### Exercise
Take each line of the entries below that contains "Right" and copy it.

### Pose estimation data

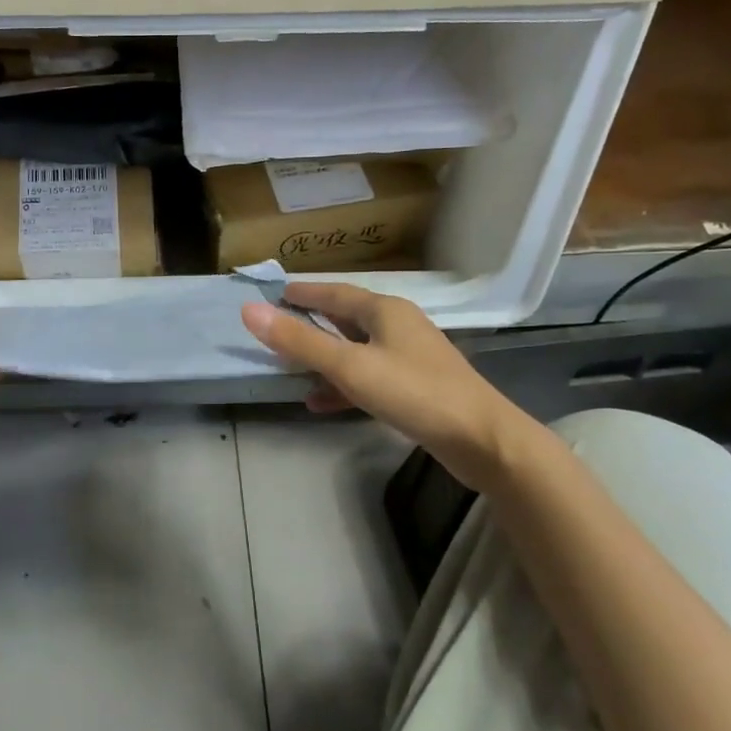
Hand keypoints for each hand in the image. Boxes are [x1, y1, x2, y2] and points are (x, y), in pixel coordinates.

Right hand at [241, 284, 531, 488]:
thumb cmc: (413, 392)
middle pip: (345, 318)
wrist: (481, 439)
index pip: (334, 292)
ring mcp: (408, 357)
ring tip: (289, 368)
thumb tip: (249, 310)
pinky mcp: (414, 387)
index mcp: (384, 310)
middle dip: (311, 323)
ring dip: (323, 357)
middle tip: (277, 326)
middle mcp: (397, 326)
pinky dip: (342, 385)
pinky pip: (367, 378)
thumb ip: (299, 341)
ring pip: (355, 350)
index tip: (275, 293)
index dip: (303, 292)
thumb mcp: (349, 365)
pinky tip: (319, 402)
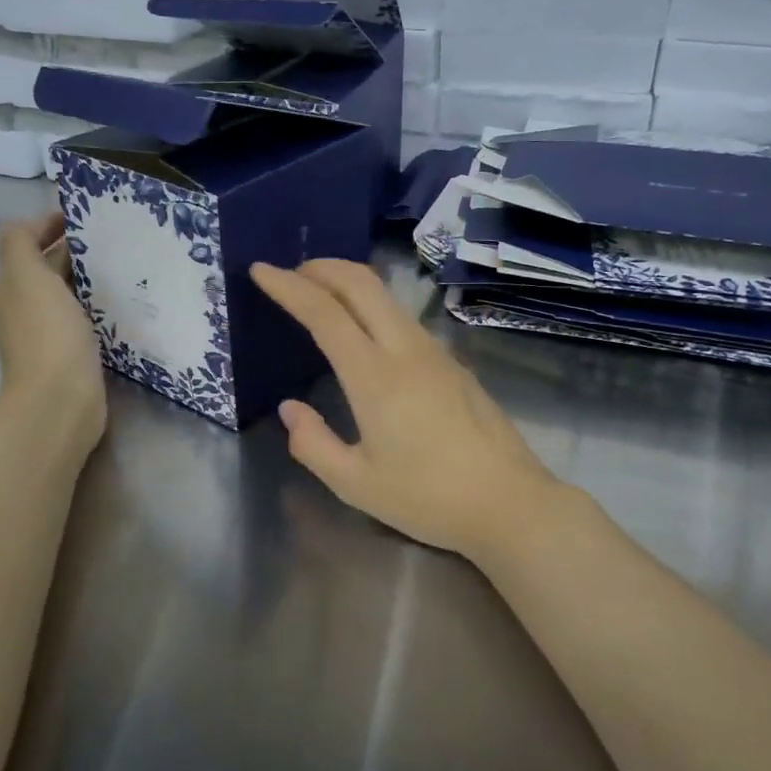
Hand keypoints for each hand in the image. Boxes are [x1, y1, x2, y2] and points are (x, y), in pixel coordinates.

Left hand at [0, 215, 104, 453]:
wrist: (59, 401)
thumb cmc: (47, 334)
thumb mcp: (26, 276)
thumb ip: (21, 243)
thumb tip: (32, 225)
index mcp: (13, 284)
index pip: (27, 242)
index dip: (51, 224)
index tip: (89, 216)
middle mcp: (26, 306)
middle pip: (49, 267)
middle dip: (76, 250)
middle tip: (117, 239)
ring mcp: (49, 332)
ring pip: (70, 293)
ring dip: (92, 278)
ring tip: (128, 267)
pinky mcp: (73, 354)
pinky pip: (86, 319)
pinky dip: (101, 307)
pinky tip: (126, 304)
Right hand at [251, 259, 565, 562]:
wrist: (510, 503)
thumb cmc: (428, 498)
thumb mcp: (356, 484)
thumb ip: (313, 443)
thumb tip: (290, 408)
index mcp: (375, 377)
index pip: (325, 313)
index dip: (289, 287)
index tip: (260, 269)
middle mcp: (407, 350)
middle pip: (362, 284)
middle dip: (322, 267)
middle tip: (291, 273)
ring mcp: (436, 353)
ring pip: (387, 297)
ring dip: (349, 283)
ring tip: (321, 296)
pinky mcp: (454, 363)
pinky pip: (404, 318)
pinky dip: (372, 306)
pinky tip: (364, 331)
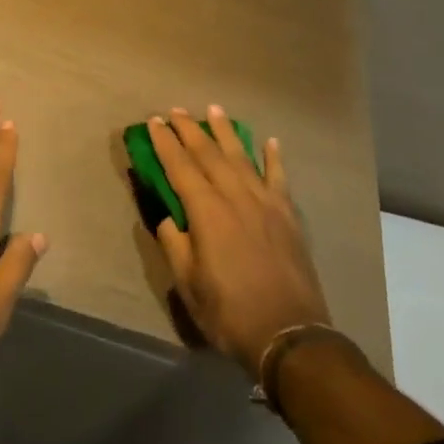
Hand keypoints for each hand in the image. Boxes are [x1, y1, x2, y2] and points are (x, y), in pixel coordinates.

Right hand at [149, 106, 330, 377]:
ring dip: (226, 132)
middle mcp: (235, 196)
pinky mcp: (288, 214)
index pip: (180, 167)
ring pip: (241, 157)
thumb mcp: (188, 284)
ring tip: (215, 110)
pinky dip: (273, 157)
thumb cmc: (230, 312)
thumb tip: (169, 217)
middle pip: (208, 154)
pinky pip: (278, 177)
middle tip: (176, 110)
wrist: (289, 334)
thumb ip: (175, 244)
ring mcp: (265, 202)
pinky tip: (270, 142)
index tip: (154, 122)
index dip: (165, 143)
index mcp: (206, 212)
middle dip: (190, 129)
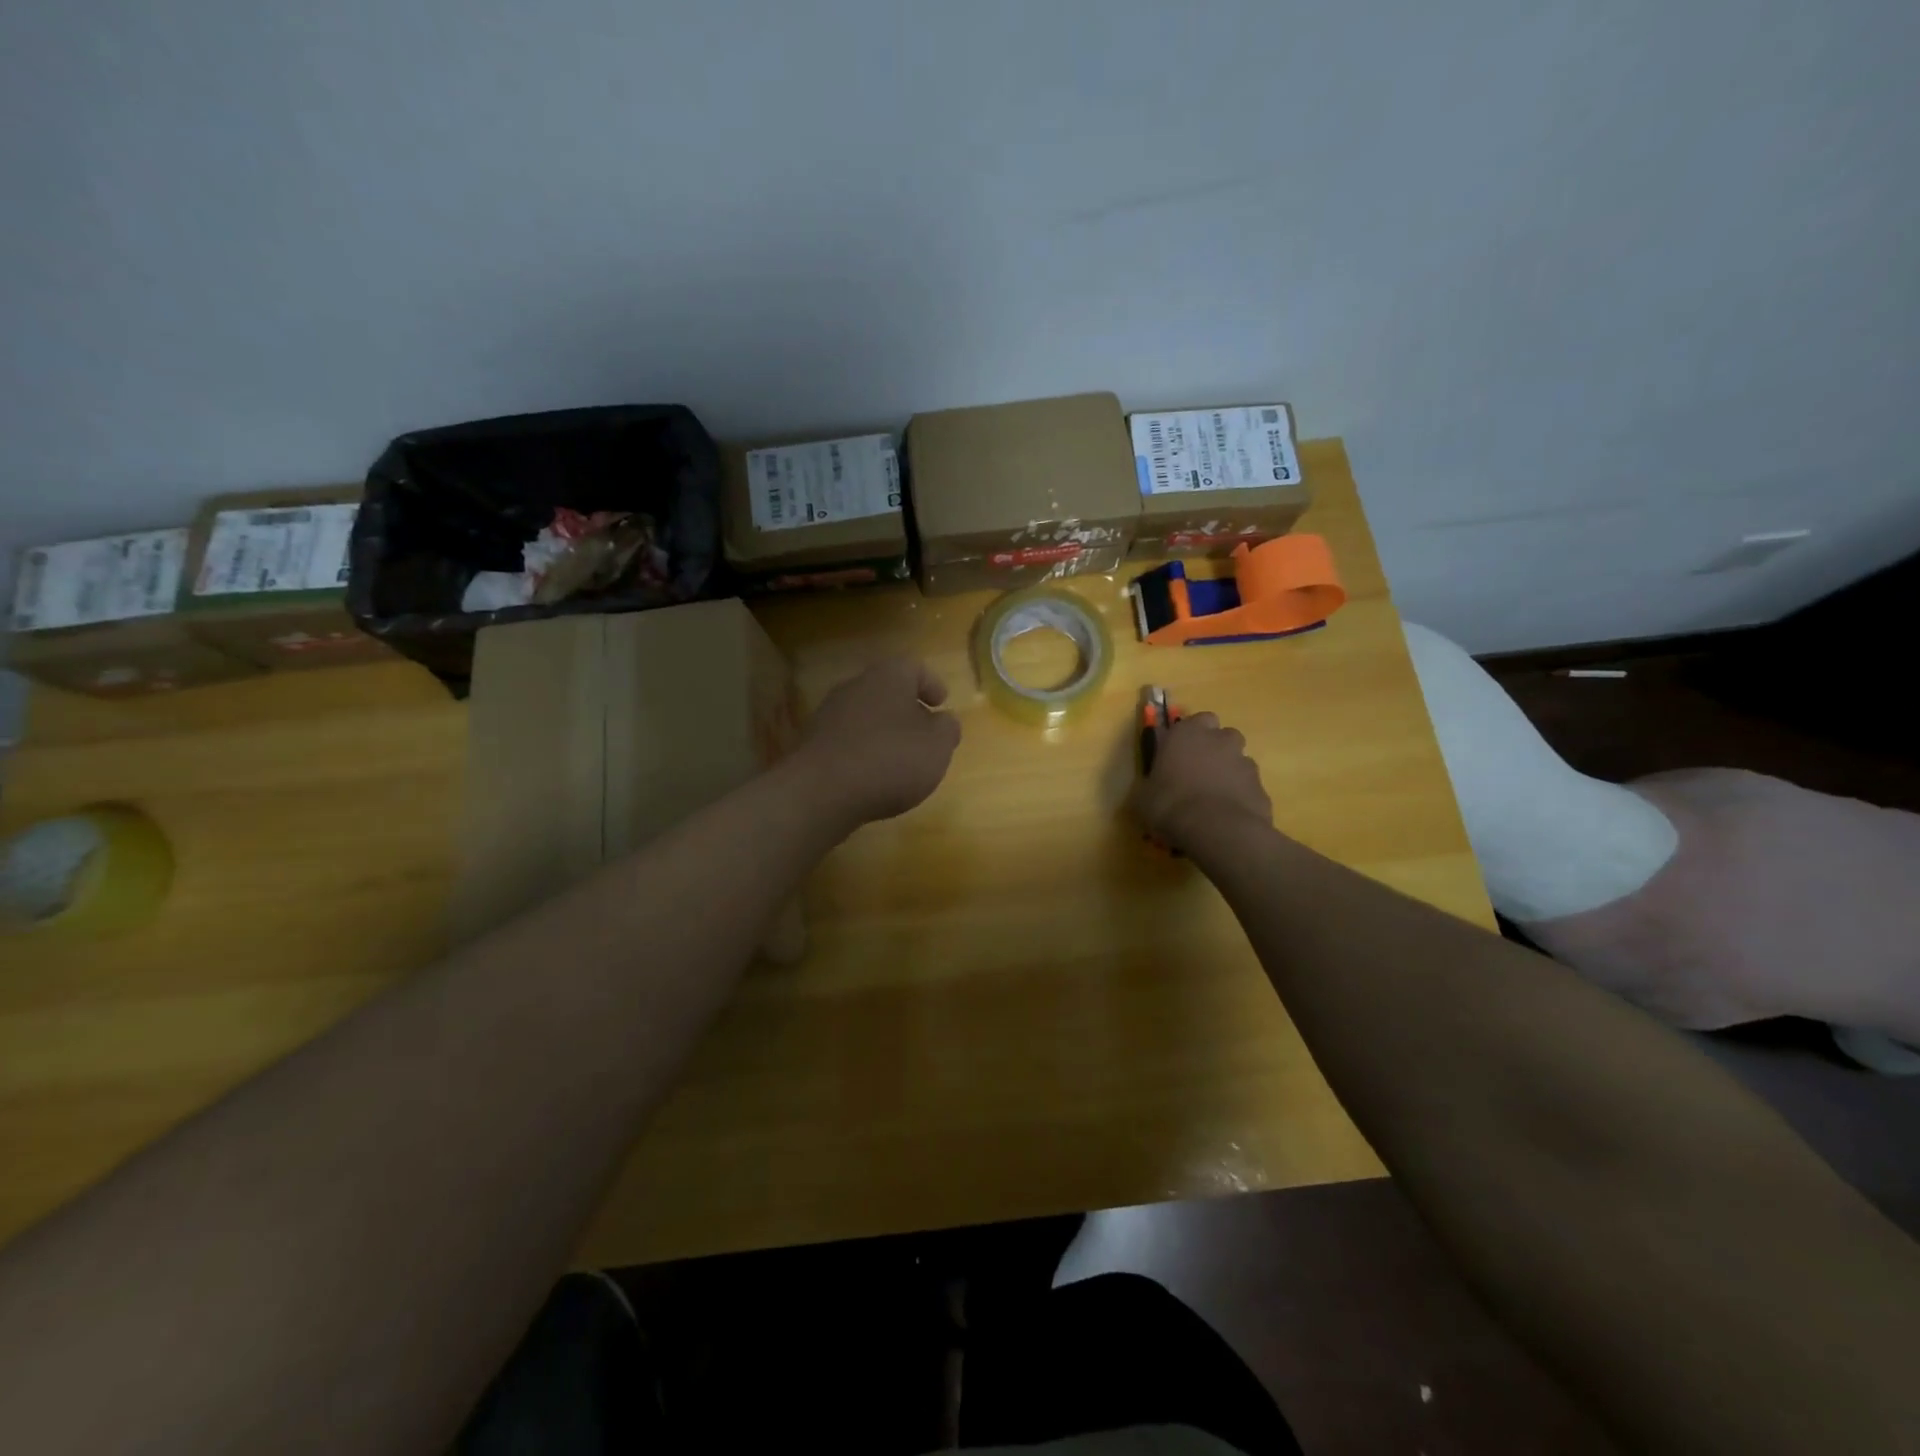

### Completed exercise
Right hand at [241, 284, 531, 488]:
Right hand at [251, 259, 565, 562]:
Right hand at [149, 106, 330, 377]:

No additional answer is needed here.